The cheapest one, STM32MP151AAC3 is $6 on LCSC: https://www.lcsc.com/product-detail/Microcontroller-Units-MC...


They're not hobbyist friendly - 16x16 'tiny' BGA packages, so there's no real benefit over other ARM SBCs, they're massively slower than almost everything else atm. The advantage of STM32 was always that you could prototype on a SBC, but the chips were accessible enough to use in hobbyist projects.


Or $19 for the easy module, inc flash & emmc… [0]

Although since I recently discovered [1] that the R-Pi has an exposed memory interface bus (Secondary Memory Interface, SMI) on its GPIO, I’m far more inclined to use them instead. Getting low-latency/high bandwidth I/O into these “A” (rather than “M”) processors has always been the thing that made using an I.mxRT, STM MP1 or Zynq attractive to me. Turns out the lowly Pi has had that capability all along…

Coupling a Pi via SMI with a low-end (read: cheap) FPGA (Ice40K, or Efinix, hell go to town and get an Efinix T20 with 195 io for $8) makes a potent device, IMHO.

You can still get an rpi zero W for $15 [2], and even the quad-core zero 2W if you shop around is ~22€ [3], which blows the STM away in terms of CPU, video out, ease of development etc.

[0] https://www.myirtech.com/list.asp?id=726

[1] https://www.eevblog.com/forum/projects/state-of-raspberry-pi...

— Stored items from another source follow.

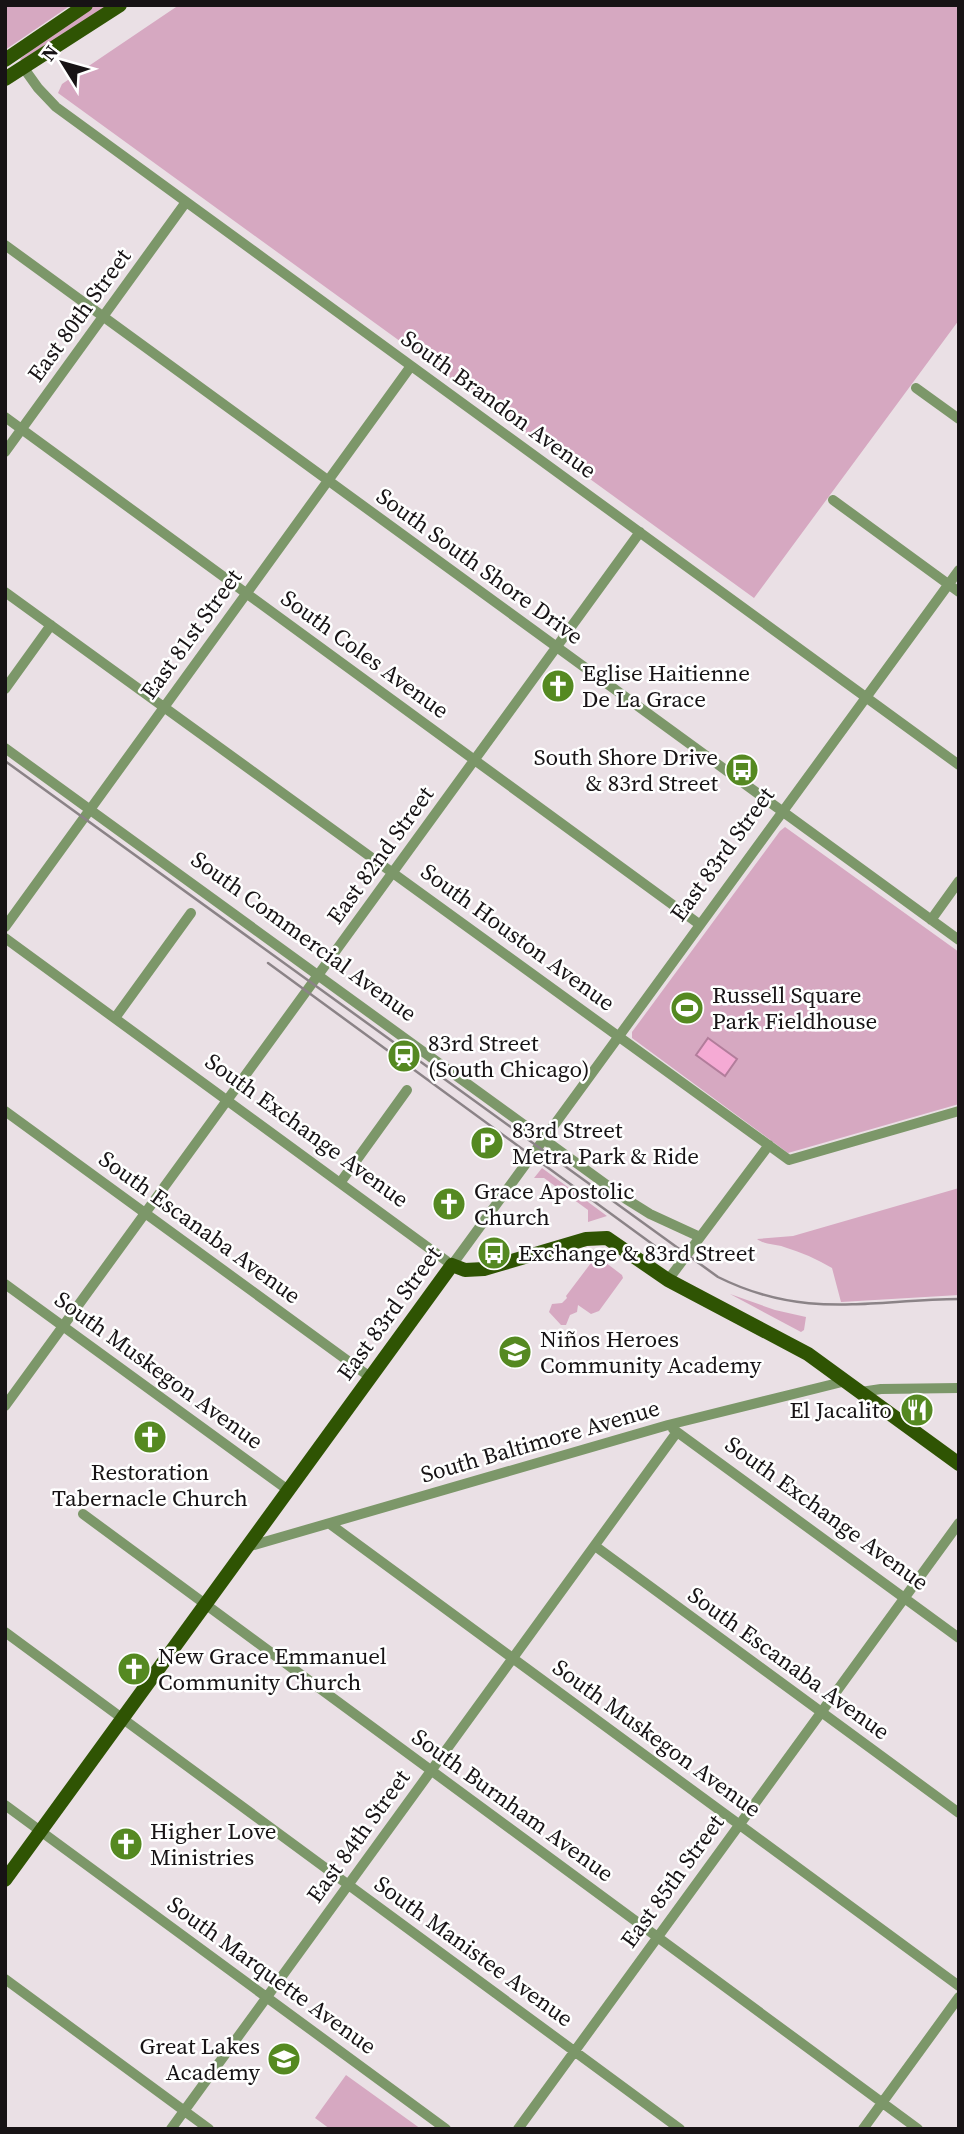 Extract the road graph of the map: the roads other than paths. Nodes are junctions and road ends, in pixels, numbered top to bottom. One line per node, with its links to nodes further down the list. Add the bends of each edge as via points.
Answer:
1 (86, 5): 3 (main road)
2 (120, 5): 4 (main road)
3 (5, 60)
4 (23, 68): 5 (main road); 6 (street, South Brandon Avenue, via 56,107)
5 (5, 79)
6 (186, 202): 8 (street, East 80th Street); 9 (street, South Brandon Avenue)
7 (5, 245): 8 (street, South South Shore Drive)
8 (103, 317): 13 (street, East 80th Street); 15 (street, South South Shore Drive)
9 (411, 366): 15 (street, East 81st Street); 17 (street, South Brandon Avenue)
10 (916, 388): 12 (street)
11 (5, 417): 13 (street, South Coles Avenue)
12 (959, 419)
13 (22, 429): 14 (street, East 80th Street); 22 (street, South Coles Avenue)
14 (5, 452)
15 (328, 481): 22 (street, East 81st Street); 24 (street, South South Shore Drive)
16 (833, 500): 19 (street)
17 (640, 533): 24 (street, East 82nd Street); 26 (street, South Brandon Avenue)
18 (959, 570): 19 (street, East 83rd Street)
19 (948, 584): 21 (street); 26 (street, East 83rd Street)
20 (5, 592): 23 (street, South Houston Avenue)
21 (959, 592)
22 (247, 593): 27 (street, East 81st Street); 29 (street, South Coles Avenue)
23 (51, 625): 25 (street); 27 (street, South Houston Avenue)
24 (556, 648): 29 (street, East 82nd Street); 32 (street, South South Shore Drive)
25 (5, 689)
26 (866, 697): 30 (street, South Brandon Avenue); 32 (street, East 83rd Street)
27 (165, 707): 31 (street, East 81st Street); 33 (street, South Houston Avenue)
28 (5, 748): 31 (street, South Commercial Avenue)
29 (475, 760): 33 (street, East 82nd Street); 37 (street, South Coles Avenue)
30 (959, 765)
31 (91, 809): 38 (street, East 81st Street); 41 (street, South Commercial Avenue)
32 (782, 812): 36 (street, South South Shore Drive); 37 (street, East 83rd Street)
33 (393, 873): 41 (street, East 82nd Street); 43 (street, South Houston Avenue)
34 (959, 881): 36 (street)
35 (191, 913): 42 (street)
36 (931, 920): 40 (street, South South Shore Drive)
37 (699, 924): 43 (street, East 83rd Street)
38 (5, 927)
39 (5, 938): 42 (street, South Exchange Avenue)
40 (959, 940)
41 (319, 975): 45 (street, East 82nd Street); 48 (street, South Commercial Avenue)
42 (115, 1018): 45 (street, South Exchange Avenue)
43 (618, 1035): 48 (street, East 83rd Street); 49 (street, South Houston Avenue)
44 (407, 1090): 50 (street)
45 (227, 1101): 50 (street, South Exchange Avenue); 51 (street, East 82nd Street)
46 (5, 1111): 51 (street, South Escanaba Avenue)
47 (959, 1111): 49 (street, South Houston Avenue, via 789,1160)
48 (544, 1139): 52 (street, South Commercial Avenue, via 637,1206); 53 (street, East 83rd Street)
49 (769, 1145): 52 (street)
50 (340, 1183): 53 (street, South Exchange Avenue)
51 (146, 1213): 56 (street, East 82nd Street); 57 (street, South Escanaba Avenue)
52 (700, 1237): 54 (street)
53 (452, 1265): 54 (main road, via 484,1269 586,1239 607,1238); 57 (main road, East 83rd Street)
54 (668, 1280): 58 (main road, via 793,1346)
55 (5, 1284): 56 (street, South Muskegon Avenue)
56 (63, 1326): 61 (street, East 82nd Street); 64 (street, South Muskegon Avenue)
57 (370, 1377): 64 (main road, East 83rd Street)
58 (846, 1381): 60 (main road); 62 (street, South Baltimore Avenue)
59 (959, 1388): 60 (street)
60 (861, 1392): 63 (main road)
61 (5, 1406)
62 (673, 1428): 67 (street, South Baltimore Avenue); 68 (street, East 84th Street); 70 (street, South Exchange Avenue)
63 (959, 1464)
64 (288, 1490): 69 (main road, East 83rd Street)
65 (83, 1514): 71 (street, South Burnham Avenue)
66 (959, 1523): 70 (street, East 85th Street)
67 (330, 1524): 69 (street, South Baltimore Avenue); 74 (street, South Muskegon Avenue)
68 (595, 1546): 74 (street, East 84th Street); 75 (street, South Escanaba Avenue)
69 (247, 1547): 71 (main road, East 83rd Street)
70 (904, 1598): 73 (street, South Exchange Avenue); 75 (street, East 85th Street)
71 (205, 1606): 76 (main road, East 83rd Street); 77 (street, South Burnham Avenue)
72 (5, 1632): 76 (street, South Manistee Avenue)
73 (959, 1638)
74 (513, 1659): 77 (street, East 84th Street); 80 (street, South Muskegon Avenue)
75 (821, 1712): 79 (street, South Escanaba Avenue); 80 (street, East 85th Street)
76 (123, 1718): 81 (main road, East 83rd Street); 83 (street, South Manistee Avenue)
77 (431, 1771): 83 (street, East 84th Street); 84 (street, South Burnham Avenue)
78 (5, 1805): 81 (street, South Marquette Avenue)
79 (959, 1813)
80 (739, 1825): 84 (street, East 85th Street); 86 (street, South Muskegon Avenue)
81 (41, 1831): 82 (main road, East 83rd Street); 87 (street, South Marquette Avenue)
82 (5, 1880)
83 (349, 1885): 87 (street, East 84th Street); 89 (street, South Manistee Avenue)
84 (657, 1938): 89 (street, East 85th Street); 90 (street, South Burnham Avenue)
85 (5, 1979): 91 (street)
86 (959, 1986)
87 (267, 1997): 91 (street, East 84th Street); 94 (street, South Marquette Avenue)
88 (959, 1997): 90 (street)
89 (575, 2051): 95 (street, East 85th Street); 96 (street, South Manistee Avenue)
90 (882, 2102): 97 (street); 98 (street, South Burnham Avenue)
91 (184, 2111): 92 (street, East 84th Street); 93 (street)
92 (172, 2129)
93 (209, 2129)
94 (446, 2129)
95 (519, 2129)
96 (680, 2129)
97 (863, 2129)
98 (918, 2129)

[2] https://rpilocator.com/?country=US

[3] https://rpilocator.com/?cat=PIZERO2


They’re not for hobbyist. Wrong shelf. They’re for real products and not SBCs. That’s why you also don’t have NXP parts in the hobby area. For low volume you buy SOMs and for big runs design complete printed circuit boards.


> chips were accessible enough to use in hobbyist projects

Sure that's nice, but hobbyist use doesn't move the needle for ST Microelectronics even a tiny bit.